Critically, the parties herein did not raise the presumably dispositive issue on appeal 2; rather, they briefed the issue ruled upon by the circuit court and upon which petitioners’ appeal was based—the adequacy of the certificate of merit. It is the majority which sua sponte determined to resolve an issue not before it. Therefore, not only does this issue lack development and a ruling below, it suffers the even greater defect that it was not even briefed or developed on appeal by the parties in interest. It is well understood that “[i]ssues that are fully pled, briefed, argued, and decided in the first instance by a lower court not only provide the jurisdictional basis for appellate court review, but well-serve the process that the creators of our system foresaw.” Morrisey v. W. Va. AFL-CIO, 239 W. 2
There is an inherent wisdom and equity to our long-standing principle that “the trial court must be provided with an opportunity to rule on issues properly before it and that it would be improper for this Court to rule on an issue on which the trial court had not first passed judgment.” State v. Jessie, 225 W. Va. 21, 27, 689 S.E.2d 21, 27 (2009).
Fundamental to that precept is “the element of fairness[]” to the parties and the “need to have the issue refined, developed, and adjudicated by the trial court, so that we may have the benefit of its wisdom.” Whitlow, 190 W. Va. at 226, 438 S.E.2d at 18. Cf. Syl. Pt., 3, State v. Salmons, 203 W. Va. 561, 509 S.E.2d 842 (1998) (holding that when a defendant raises error for first time on appeal, if State does not object, “actually briefs the matter, and the record is adequately developed on the issue” the Court may, in its discretion, review merits (emphasis added)); see also State ex rel. Justice v. King, 244 W. Va. 225, ___, 852 S.E.2d 292, 310 (2020) (Workman, J., concurring) (admonishing Court’s tendency to “[r]ul[e] dispositively or create[e] dispositive standards without factual development or even a ruling from the lower court”).
In my view, were the majority intent on the premature filing issue being addressed, the appropriate means to do so would be to remand for the issue to be raised and developed in the lower court. “Appellate courts generally must remand a case to afford parties an opportunity to cure jurisdictional defects in their pleadings when the parties did not have that opportunity in the first instance because the jurisdictional issue arose for the first time on appeal.” Clint Indep.

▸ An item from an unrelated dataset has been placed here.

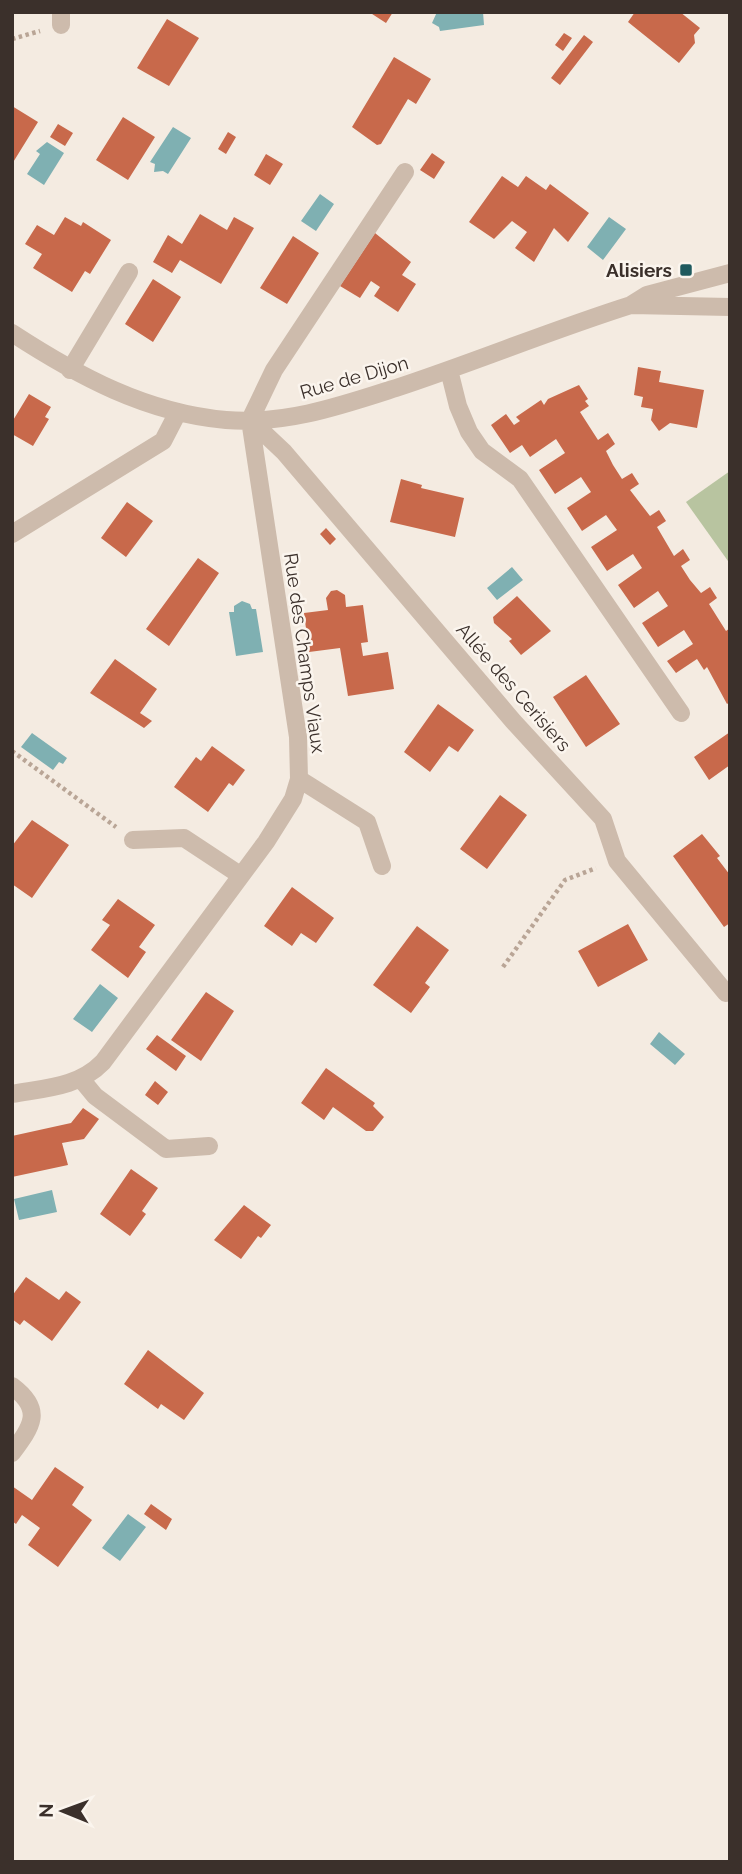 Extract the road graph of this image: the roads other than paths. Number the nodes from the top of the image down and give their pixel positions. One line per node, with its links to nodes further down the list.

Sch. Dist. v. Marquez, 487 S.W.3d 538, 558-59 (Tex. 2016). Because jurisdictional defects are never waived, respondent would still have the ability to raise the premature filing on remand and provide petitioners notice of this defense and the ability to formulate an argument in response. Then, if either party took issue with the circuit court’s resolution of this issue, it could be properly presented to this Court on appeal, complete with a record, a ruling from the circuit court, and proper briefing by the parties in interest.
“‘[Courts] do not, or should not, sally forth each day looking for wrongs to right. We wait for cases to come to us, and when they do we normally decide only questions presented by the parties.’” Greenlaw v. United States, 554 U. S. 237, 244 (2008) (quoting United States v. Samuels, 808 F.2d 1298, 1301 (8th Cir. 1987) (Arnold, J., concurring)). The majority’s eagerness to reach an undeveloped issue without first affording petitioners an opportunity to consider and formulate an argument in response is inequitable and runs contrary to our adversarial system and precepts of appellate review— regardless of whether its new holding is sound or not. Accordingly, I respectfully concur in part and dissent in part.